Esa fue la frase que me destruyó.


VI. La Decisión Más Dolorosa

Esa misma tarde, Romina anunció:

—Creo que necesito espacio. Aquí, en esta casa… no puedo respirar.

—¿Vas a irte? —pregunté.

—Solo mientras encuentro claridad.

Pero yo ya sabía lo que significaba.

Antes de salir, miró la sala y vio la mesa limpia, las cortinas recién lavadas, las plantas regadas.

—Veo que Alma hace un buen trabajo —dijo, con un toque de desprecio.

Yo la miré, cansado.

—Alma hace lo que tú dejaste de hacer hace mucho —respondí—: cuidar este hogar.

Ella se quedó helada.

—¿Me estás culpando?

—Te estoy diciendo la verdad.

Romina tomó sus maletas.

—No quiero que Alma esté aquí cuando yo regrese —dijo, como si aún tuviera autoridad.

—Romina… —suspiré— no sé si vayas a regresar.

Ella parpadeó, sorprendida por mi firmeza.

—¿Qué estás diciendo?

—Que tal vez el que necesita encontrarse soy yo.

Por primera vez desde que volvió, Romina perdió su sonrisa.


VII. La Consecuencia Final

Romina se fue a un pequeño departamento en el centro.
Durante semanas, mantuvo contacto mínimo.
Mensajes breves, vacíos, llenos de evasivas.

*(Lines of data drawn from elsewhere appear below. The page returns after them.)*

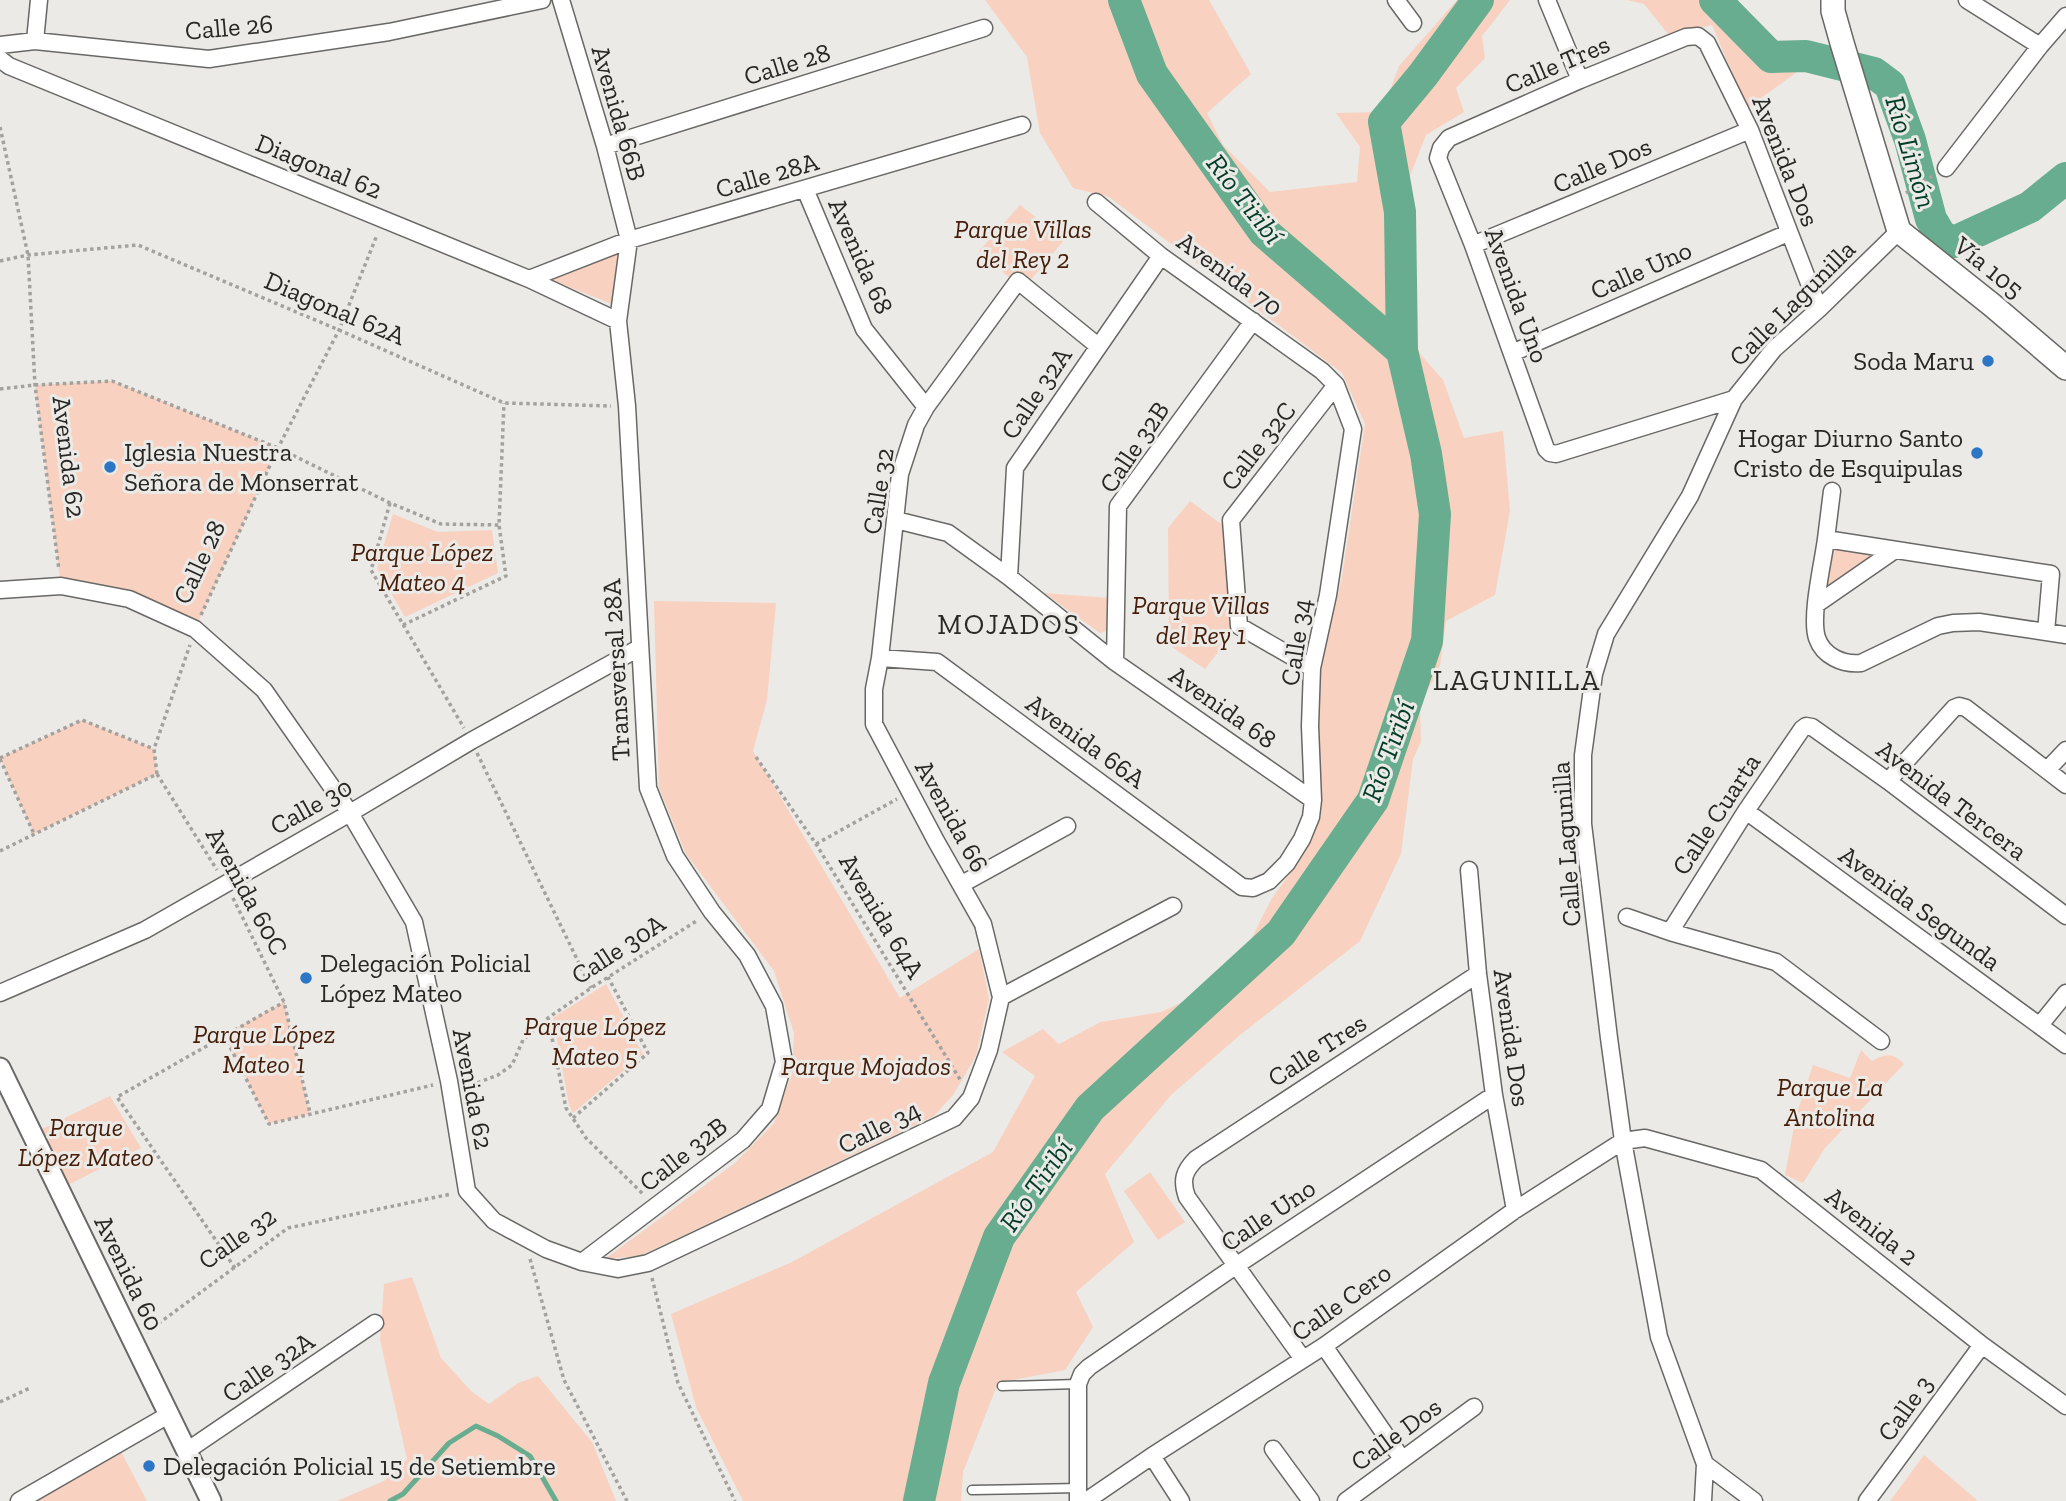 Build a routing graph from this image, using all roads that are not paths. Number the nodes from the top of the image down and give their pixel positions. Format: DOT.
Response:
graph roads {
  1 [pos="39,0"];
  2 [pos="542,0"];
  3 [pos="561,0"];
  4 [pos="1396,0"];
  5 [pos="1547,0"];
  6 [pos="1833,0"];
  7 [pos="1968,0"];
  8 [pos="2066,16"];
  9 [pos="1413,23"];
  10 [pos="984,29"];
  11 [pos="1698,36"];
  12 [pos="35,41"];
  13 [pos="0,45"];
  14 [pos="2040,46"];
  15 [pos="0,59"];
  16 [pos="1580,80"];
  17 [pos="1022,125"];
  18 [pos="1750,130"];
  19 [pos="605,146"];
  20 [pos="1441,148"];
  21 [pos="1946,168"];
  22 [pos="805,189"];
  23 [pos="1096,202"];
  24 [pos="1899,231"];
  25 [pos="1788,233"];
  26 [pos="629,240"];
  27 [pos="1473,245"];
  28 [pos="1161,256"];
  29 [pos="529,279"];
  30 [pos="1819,309"];
  31 [pos="618,321"];
  32 [pos="1253,321"];
  33 [pos="1098,346"];
  34 [pos="1512,353"];
  35 [pos="2066,368"];
  36 [pos="1336,385"];
  37 [pos="1734,399"];
  38 [pos="926,407"];
  39 [pos="1832,491"];
  40 [pos="896,520"];
  41 [pos="1826,539"];
  42 [pos="1895,550"];
  43 [pos="1009,577"];
  44 [pos="0,590"];
  45 [pos="1817,604"];
  46 [pos="2046,632"];
  47 [pos="2066,635"];
  48 [pos="639,648"];
  49 [pos="880,658"];
  50 [pos="1115,662"];
  51 [pos="1312,668"];
  52 [pos="1806,726"];
  53 [pos="2066,750"];
  54 [pos="2047,770"];
  55 [pos="1888,781"];
  56 [pos="2066,785"];
  57 [pos="1313,800"];
  58 [pos="1745,811"];
  59 [pos="350,813"];
  60 [pos="1067,826"];
  61 [pos="1469,870"];
  62 [pos="961,884"];
  63 [pos="1253,888"];
  64 [pos="1173,906"];
  65 [pos="2066,916"];
  66 [pos="1627,917"];
  67 [pos="1670,932"];
  68 [pos="1478,974"];
  69 [pos="0,993"];
  70 [pos="2066,993"];
  71 [pos="1000,997"];
  72 [pos="2040,1025"];
  73 [pos="1881,1041"];
  74 [pos="2066,1045"];
  75 [pos="784,1062"];
  76 [pos="0,1068"];
  77 [pos="1494,1095"];
  78 [pos="1623,1141"];
  79 [pos="1515,1210"];
  80 [pos="524,1236"];
  81 [pos="582,1262"];
  82 [pos="1237,1265"];
  83 [pos="375,1323"];
  84 [pos="1982,1345"];
  85 [pos="1324,1346"];
  86 [pos="1303,1359"];
  87 [pos="1078,1384"];
  88 [pos="1002,1386"];
  89 [pos="2066,1406"];
  90 [pos="1474,1407"];
  91 [pos="170,1414"];
  92 [pos="1273,1449"];
  93 [pos="188,1450"];
  94 [pos="1152,1456"];
  95 [pos="1402,1459"];
  96 [pos="1704,1464"];
  97 [pos="972,1490"];
  98 [pos="1081,1497"];
  99 [pos="19,1501"];
  100 [pos="211,1501"];
  101 [pos="1181,1501"];
  102 [pos="1311,1501"];
  103 [pos="1346,1501"];
  104 [pos="1703,1501"];
  105 [pos="1754,1501"];
  106 [pos="1867,1501"];
  1 -- 12 [label="street"];
  2 -- 12 [label="street, Calle 26"];
  3 -- 19 [label="street, Avenida 66B"];
  4 -- 9 [label="street"];
  5 -- 16 [label="street"];
  6 -- 24 [label="main road"];
  7 -- 14 [label="street"];
  8 -- 14 [label="street"];
  10 -- 19 [label="street, Calle 28"];
  11 -- 16 [label="street, Calle Tres"];
  11 -- 18 [label="street, Avenida Dos"];
  12 -- 13 [label="street, Calle 26"];
  14 -- 21 [label="street"];
  15 -- 29 [label="street, Diagonal 62"];
  16 -- 20 [label="street, Calle Tres"];
  17 -- 22 [label="street, Calle 28A"];
  18 -- 25 [label="street, Avenida Dos"];
  18 -- 27 [label="street, Calle Dos"];
  19 -- 26 [label="street, Avenida 66B"];
  20 -- 27 [label="street, Avenida Uno"];
  22 -- 26 [label="street, Calle 28A"];
  22 -- 38 [label="street, Avenida 68"];
  23 -- 28 [label="street, Avenida 70"];
  24 -- 30 [label="street, Calle Lagunilla"];
  24 -- 35 [label="main road, Vía 105"];
  25 -- 30 [label="street, Avenida Dos"];
  25 -- 34 [label="street, Calle Uno"];
  26 -- 29 [label="street, Calle 28A"];
  26 -- 31 [label="street, Transversal 28A"];
  27 -- 34 [label="street, Avenida Uno"];
  28 -- 32 [label="street, Avenida 70"];
  28 -- 33 [label="street, Calle 32A"];
  29 -- 31 [label="street, Diagonal 62"];
  30 -- 37 [label="street, Calle Lagunilla"];
  31 -- 48 [label="street, Transversal 28A"];
  32 -- 36 [label="street, Avenida 70"];
  32 -- 50 [label="street, Calle 32B"];
  33 -- 38 [label="street, Calle 32"];
  33 -- 43 [label="street, Calle 32A"];
  34 -- 37 [label="street, Avenida Uno"];
  36 -- 51 [label="street, Calle 34"];
  36 -- 51 [label="street, Calle 32C"];
  37 -- 78 [label="street, Calle Lagunilla"];
  38 -- 40 [label="street, Calle 32"];
  39 -- 41 [label="street"];
  40 -- 43 [label="street, Avenida 68"];
  40 -- 49 [label="street, Calle 32"];
  41 -- 42 [label="street"];
  41 -- 45 [label="street"];
  42 -- 45 [label="street"];
  42 -- 46 [label="street"];
  43 -- 50 [label="street, Avenida 68"];
  44 -- 59 [label="street, Avenida 62"];
  45 -- 46 [label="street"];
  46 -- 47 [label="street"];
  48 -- 59 [label="street, Calle 30"];
  48 -- 75 [label="street, Transversal 28A"];
  49 -- 62 [label="street, Avenida 66"];
  49 -- 63 [label="street, Avenida 66A"];
  50 -- 57 [label="street, Avenida 68"];
  51 -- 57 [label="street, Calle 34"];
  52 -- 55 [label="street, Avenida Tercera"];
  52 -- 58 [label="street, Calle Cuarta"];
  53 -- 54 [label="street"];
  54 -- 55 [label="street"];
  54 -- 56 [label="street"];
  55 -- 65 [label="street, Avenida Tercera"];
  57 -- 63 [label="street, Calle 34"];
  58 -- 67 [label="street, Calle Cuarta"];
  58 -- 72 [label="street, Avenida Segunda"];
  59 -- 69 [label="street, Calle 30"];
  59 -- 80 [label="street, Avenida 62"];
  60 -- 62 [label="street"];
  61 -- 68 [label="street, Avenida Dos"];
  62 -- 71 [label="street, Avenida 66"];
  64 -- 71 [label="street"];
  66 -- 67 [label="street"];
  67 -- 73 [label="street"];
  68 -- 77 [label="street, Avenida Dos"];
  68 -- 82 [label="street, Calle Tres"];
  70 -- 72 [label="street"];
  71 -- 81 [label="street, Calle 34"];
  72 -- 74 [label="street, Avenida Segunda"];
  75 -- 81 [label="street, Calle 32B"];
  76 -- 91 [label="street, Avenida 60"];
  77 -- 79 [label="street, Avenida Dos"];
  77 -- 82 [label="street, Calle Uno"];
  78 -- 79 [label="street, Calle Cero"];
  78 -- 84 [label="street, Avenida 2"];
  78 -- 96 [label="street, Calle Lagunilla"];
  79 -- 85 [label="street, Calle Cero"];
  80 -- 81 [label="street, Calle 34"];
  82 -- 86 [label="street"];
  82 -- 87 [label="street, Calle Uno"];
  83 -- 93 [label="street, Calle 32A"];
  84 -- 89 [label="street, Avenida 2"];
  84 -- 106 [label="street, Calle 3"];
  85 -- 86 [label="street, Calle Cero"];
  85 -- 95 [label="street"];
  86 -- 94 [label="street, Calle Cero"];
  87 -- 88 [label="lane"];
  87 -- 98 [label="street"];
  90 -- 95 [label="street, Calle Dos"];
  91 -- 93 [label="street, Avenida 60"];
  91 -- 99 [label="street"];
  92 -- 102 [label="street"];
  93 -- 100 [label="street, Avenida 60"];
  94 -- 98 [label="street, Calle Cero"];
  94 -- 101 [label="street"];
  95 -- 103 [label="street, Calle Dos"];
  96 -- 104 [label="street, Calle Lagunilla"];
  96 -- 105 [label="street"];
  97 -- 98 [label="lane"];
}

Mientras tanto, yo intenté reconstruir una normalidad.

Alma siguió viniendo.
A veces platicábamos.
A veces comíamos juntos.
Ella nunca opinó de mis problemas, pero siempre escuchó.

Un día, Romina apareció de sorpresa.

Entró sin tocar.
Visitó la casa como si aún fuera suya.

Cuando vio a Alma sirviéndome un café, se puso rígida.

—¿Sigues aquí? —escupió ella—. ¿Y ahora se sientan juntos a tomar café?

Yo iba a explicar, pero Alma se adelantó con calma:

—Señora Romina, yo solo hago mi trabajo. El señor Samuel ha sido muy respetuoso conmigo.

Romina la miró de arriba abajo.

—Claro… respetuoso.

Yo sentí el enojo crecer.

—¿Qué estás insinuando? —pregunté.

Ella me ignoró.

—Samuel —dijo—, vine a decirte que quiero que volvamos. Que ya entendí muchas cosas. Que quiero ser la mujer que mereces.

La miré.
Y en ese momento, supe la verdad:

No volvía por amor.
Volvía porque Elías no había sido más que un espejismo.
Porque la soledad duele cuando no se elige.
Porque creyó que podía ir y venir de mi vida como si yo fuera una estación de paso.

Respiré hondo.

—Romina —dije—. No vamos a volver.

Sus ojos se agrandaron.

—¿Qué?

—Te fuiste buscando una versión de ti que no incluía nuestro matrimonio. Y está bien. Pero no voy a esperar a que decidas si me quieres o no.

Romina tembló.

—¿Por ella? —gritó señalando a Alma.

—No —respondí, firme—. Por mí.

Ella se quebró.

—¿Te vas a divorciar de mí?

—Sí.

La palabra cayó como un trueno.

Ella lloró, gritó, insultó, suplicó.
Pasó por todas las fases de la pérdida en diez minutos.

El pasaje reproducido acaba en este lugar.